To state a claim for violation of the right to procedural due process, plaintiff must allege facts showing: "(1) a deprivation of a constitutionally protected liberty or property interest, and (2) a denial of adequate procedural protections." Kildare v. Saenz, 325 F.3d 1078, 1085 (9th Cir. 2003). Plaintiff fails to state a due process claim because he has no constitutional right to a job in prison. Hoptowit v. Ray, 682 F.2d 1237, 1254-55 (9th Cir. 1982). Moreover, he does not have a property or liberty interest in a prison job that is protected by the Due Process Clause. Walker v. Gomez, 370 F.3d 969, 973 (9th Cir. 2004); Vignolo v. Miller, 120 F.3d 1075, 1077 (9th Cir. 1997). Further, the violation of CDCR policies does not, by itself, constitute an unconstitutional deprivation of liberty. See Smith v. Noonan, 992 F.2d 987, 989 (9th Cir. 1993); Grayson v. Rison, 945 F.2d 1064, 1067 (9th Cir. 1991) (though "some administrative actions will inevitably make prisoners feel cheated; nevertheless, this does not give them a federal cause of action").

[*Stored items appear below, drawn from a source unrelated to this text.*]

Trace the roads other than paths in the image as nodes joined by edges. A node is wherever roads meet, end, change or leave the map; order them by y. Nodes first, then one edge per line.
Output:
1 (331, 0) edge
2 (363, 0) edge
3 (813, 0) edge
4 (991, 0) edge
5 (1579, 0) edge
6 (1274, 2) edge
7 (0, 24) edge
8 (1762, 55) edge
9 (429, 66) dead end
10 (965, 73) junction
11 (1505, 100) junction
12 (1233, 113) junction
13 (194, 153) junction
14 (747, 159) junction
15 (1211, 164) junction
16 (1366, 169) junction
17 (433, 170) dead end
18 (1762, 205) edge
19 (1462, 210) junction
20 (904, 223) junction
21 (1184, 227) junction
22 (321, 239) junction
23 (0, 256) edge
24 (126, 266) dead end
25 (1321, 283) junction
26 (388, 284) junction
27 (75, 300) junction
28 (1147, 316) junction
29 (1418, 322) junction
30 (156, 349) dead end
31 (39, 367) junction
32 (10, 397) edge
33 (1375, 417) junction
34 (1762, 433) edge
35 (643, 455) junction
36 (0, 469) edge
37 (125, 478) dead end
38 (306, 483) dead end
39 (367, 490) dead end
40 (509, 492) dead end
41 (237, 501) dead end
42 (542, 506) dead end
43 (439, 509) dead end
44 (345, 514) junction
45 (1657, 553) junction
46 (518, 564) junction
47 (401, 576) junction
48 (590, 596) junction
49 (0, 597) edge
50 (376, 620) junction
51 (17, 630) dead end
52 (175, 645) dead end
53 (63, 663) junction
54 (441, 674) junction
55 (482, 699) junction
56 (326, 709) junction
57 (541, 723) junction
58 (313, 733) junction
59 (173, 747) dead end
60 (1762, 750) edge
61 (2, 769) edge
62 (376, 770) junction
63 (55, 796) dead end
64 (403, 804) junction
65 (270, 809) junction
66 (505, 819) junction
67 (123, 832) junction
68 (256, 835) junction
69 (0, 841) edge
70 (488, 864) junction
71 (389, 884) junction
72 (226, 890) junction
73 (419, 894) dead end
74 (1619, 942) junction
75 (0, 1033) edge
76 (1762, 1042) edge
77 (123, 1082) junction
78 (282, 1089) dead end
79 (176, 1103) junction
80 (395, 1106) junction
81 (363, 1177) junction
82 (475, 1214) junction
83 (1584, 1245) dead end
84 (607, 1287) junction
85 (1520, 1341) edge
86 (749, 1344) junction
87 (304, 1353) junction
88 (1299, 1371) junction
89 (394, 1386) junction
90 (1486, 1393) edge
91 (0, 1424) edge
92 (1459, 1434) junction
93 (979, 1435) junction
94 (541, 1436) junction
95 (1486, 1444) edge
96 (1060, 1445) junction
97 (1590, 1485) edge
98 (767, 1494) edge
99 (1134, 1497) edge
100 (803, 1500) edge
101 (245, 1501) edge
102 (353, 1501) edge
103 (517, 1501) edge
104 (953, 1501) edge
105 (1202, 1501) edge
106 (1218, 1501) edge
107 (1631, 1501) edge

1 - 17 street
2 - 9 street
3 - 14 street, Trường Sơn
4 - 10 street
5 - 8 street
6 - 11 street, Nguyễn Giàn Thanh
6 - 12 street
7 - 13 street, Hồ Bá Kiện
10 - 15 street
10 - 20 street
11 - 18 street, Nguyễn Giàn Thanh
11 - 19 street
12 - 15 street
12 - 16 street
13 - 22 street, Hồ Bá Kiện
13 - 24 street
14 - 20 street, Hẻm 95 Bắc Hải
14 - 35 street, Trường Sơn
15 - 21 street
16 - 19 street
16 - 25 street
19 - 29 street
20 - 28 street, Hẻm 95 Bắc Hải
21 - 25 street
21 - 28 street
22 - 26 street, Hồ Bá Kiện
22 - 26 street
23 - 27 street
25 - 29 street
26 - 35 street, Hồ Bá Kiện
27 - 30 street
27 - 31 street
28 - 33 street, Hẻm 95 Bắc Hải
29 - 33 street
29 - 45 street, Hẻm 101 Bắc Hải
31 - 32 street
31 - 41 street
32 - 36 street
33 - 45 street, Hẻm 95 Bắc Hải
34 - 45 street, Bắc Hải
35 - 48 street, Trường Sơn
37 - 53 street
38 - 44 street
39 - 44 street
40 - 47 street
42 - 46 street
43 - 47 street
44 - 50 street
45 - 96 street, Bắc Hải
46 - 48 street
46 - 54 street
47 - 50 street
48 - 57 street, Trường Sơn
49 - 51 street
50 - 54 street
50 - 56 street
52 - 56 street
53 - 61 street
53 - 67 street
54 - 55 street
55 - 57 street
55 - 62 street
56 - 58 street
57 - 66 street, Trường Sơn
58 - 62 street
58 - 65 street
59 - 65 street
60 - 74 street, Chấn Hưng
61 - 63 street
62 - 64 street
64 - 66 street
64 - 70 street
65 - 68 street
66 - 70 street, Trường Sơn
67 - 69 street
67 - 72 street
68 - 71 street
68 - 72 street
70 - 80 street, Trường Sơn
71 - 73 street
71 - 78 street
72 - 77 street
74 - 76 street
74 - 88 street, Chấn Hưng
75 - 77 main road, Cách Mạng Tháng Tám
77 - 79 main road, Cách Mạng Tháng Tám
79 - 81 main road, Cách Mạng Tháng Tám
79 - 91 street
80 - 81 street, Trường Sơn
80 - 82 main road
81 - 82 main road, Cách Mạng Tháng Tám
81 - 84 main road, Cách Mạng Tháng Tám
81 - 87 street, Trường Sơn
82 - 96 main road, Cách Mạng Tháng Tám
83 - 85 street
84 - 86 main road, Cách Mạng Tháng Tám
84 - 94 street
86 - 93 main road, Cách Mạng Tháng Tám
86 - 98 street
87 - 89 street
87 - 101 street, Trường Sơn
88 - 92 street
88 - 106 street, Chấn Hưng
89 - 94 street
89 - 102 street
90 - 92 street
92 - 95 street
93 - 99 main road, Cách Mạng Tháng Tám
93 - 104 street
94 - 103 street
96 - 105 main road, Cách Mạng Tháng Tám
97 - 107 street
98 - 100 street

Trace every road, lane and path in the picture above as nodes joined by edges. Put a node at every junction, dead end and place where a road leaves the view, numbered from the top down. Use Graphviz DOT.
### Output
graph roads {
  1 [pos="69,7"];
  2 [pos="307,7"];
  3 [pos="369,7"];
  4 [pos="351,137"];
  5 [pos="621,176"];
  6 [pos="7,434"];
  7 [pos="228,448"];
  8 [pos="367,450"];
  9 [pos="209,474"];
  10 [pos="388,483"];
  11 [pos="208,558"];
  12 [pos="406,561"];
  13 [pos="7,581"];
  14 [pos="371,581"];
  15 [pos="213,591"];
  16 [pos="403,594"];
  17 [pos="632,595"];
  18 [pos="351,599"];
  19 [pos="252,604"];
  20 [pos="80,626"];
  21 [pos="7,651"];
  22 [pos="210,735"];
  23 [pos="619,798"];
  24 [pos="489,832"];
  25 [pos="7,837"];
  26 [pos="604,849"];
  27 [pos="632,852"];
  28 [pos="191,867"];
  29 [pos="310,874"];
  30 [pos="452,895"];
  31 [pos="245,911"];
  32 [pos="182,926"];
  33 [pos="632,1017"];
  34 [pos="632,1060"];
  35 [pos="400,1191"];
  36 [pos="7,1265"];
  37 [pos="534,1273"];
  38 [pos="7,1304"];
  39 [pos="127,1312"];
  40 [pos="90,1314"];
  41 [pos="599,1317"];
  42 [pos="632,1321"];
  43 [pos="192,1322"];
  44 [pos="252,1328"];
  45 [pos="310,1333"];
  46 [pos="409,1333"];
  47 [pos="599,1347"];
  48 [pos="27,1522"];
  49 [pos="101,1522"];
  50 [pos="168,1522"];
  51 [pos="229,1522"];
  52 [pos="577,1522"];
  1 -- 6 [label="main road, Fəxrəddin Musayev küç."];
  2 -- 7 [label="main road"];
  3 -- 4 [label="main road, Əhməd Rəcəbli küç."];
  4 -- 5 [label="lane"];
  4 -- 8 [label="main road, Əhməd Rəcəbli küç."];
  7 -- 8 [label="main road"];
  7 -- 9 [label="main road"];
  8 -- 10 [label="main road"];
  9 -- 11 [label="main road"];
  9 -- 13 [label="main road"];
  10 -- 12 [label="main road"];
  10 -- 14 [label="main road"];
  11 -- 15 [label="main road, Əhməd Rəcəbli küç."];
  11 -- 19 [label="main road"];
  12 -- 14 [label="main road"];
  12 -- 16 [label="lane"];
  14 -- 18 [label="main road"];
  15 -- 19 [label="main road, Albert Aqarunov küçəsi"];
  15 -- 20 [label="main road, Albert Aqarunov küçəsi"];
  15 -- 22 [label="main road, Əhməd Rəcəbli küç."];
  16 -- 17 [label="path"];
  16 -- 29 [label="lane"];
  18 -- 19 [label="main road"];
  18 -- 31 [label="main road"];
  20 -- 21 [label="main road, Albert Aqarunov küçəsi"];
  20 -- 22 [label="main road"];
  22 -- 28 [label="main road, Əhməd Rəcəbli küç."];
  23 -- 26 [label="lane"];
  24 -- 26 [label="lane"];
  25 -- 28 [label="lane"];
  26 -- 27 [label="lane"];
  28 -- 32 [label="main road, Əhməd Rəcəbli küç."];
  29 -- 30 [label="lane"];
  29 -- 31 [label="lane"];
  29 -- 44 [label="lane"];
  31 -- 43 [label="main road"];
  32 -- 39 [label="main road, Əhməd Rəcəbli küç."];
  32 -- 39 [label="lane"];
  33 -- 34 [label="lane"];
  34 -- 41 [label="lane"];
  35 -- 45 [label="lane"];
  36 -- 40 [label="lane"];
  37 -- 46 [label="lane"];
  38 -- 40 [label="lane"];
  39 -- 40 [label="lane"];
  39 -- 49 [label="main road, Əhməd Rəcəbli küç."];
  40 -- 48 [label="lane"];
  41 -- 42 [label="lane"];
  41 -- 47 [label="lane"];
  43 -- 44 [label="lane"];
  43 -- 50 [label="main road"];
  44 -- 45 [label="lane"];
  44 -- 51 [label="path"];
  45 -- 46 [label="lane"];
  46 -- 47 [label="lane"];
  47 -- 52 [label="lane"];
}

Plaintiff's complaint regarding the review of his administrative appeals also fails to state a claim. Inmates have no standalone rights with respect to the administrative grievance process. Ramirez v. Galaza, 334 F.3d 850, 860 (9th Cir. 2003); Williams v. Cate, No. 1:09-cv-00468-0WW-YNP PC, 2009 U.S. Dist. LEXIS 107920, 2009 WL 3789597, at *6 (E.D. Cal. Nov. 10, 2009) ("Plaintiff has no protected liberty interest in the vindication of his administrative claims.").
There is also no basis for an equal protection claim. Plaintiff does not allege that any defendant acted with an intent or purpose to discriminate against him because of his membership in a protected class. See Thornton v. City of St. Helens, 425 F.3d 1158, 1166-67 (9th Cir. 2005).
Accordingly, it is RECOMMENDED that plaintiff's amended complaint (ECF No. 10) be DISMISSED without leave to amend for failure to state a cognizable claim.
These findings and recommendations are submitted to the United States District Judge assigned to the case, pursuant to the provisions of 28 U.S.C. § 636(b)(1). Within fourteen days after being served with these findings and recommendations, any party may file written objections with the court and serve a copy on all parties. Such a document should be captioned "Objections to Magistrate Judge's Findings and Recommendations." Failure to file objections within the specified time may waive the right to appeal the District Court's order. Turner v. Duncan, 158 F.3d 449, 455 (9th Cir. 1998); Martinez v. Ylst, 951 F.2d 1153 (9th Cir. 1991). DATED: March 18, 2020.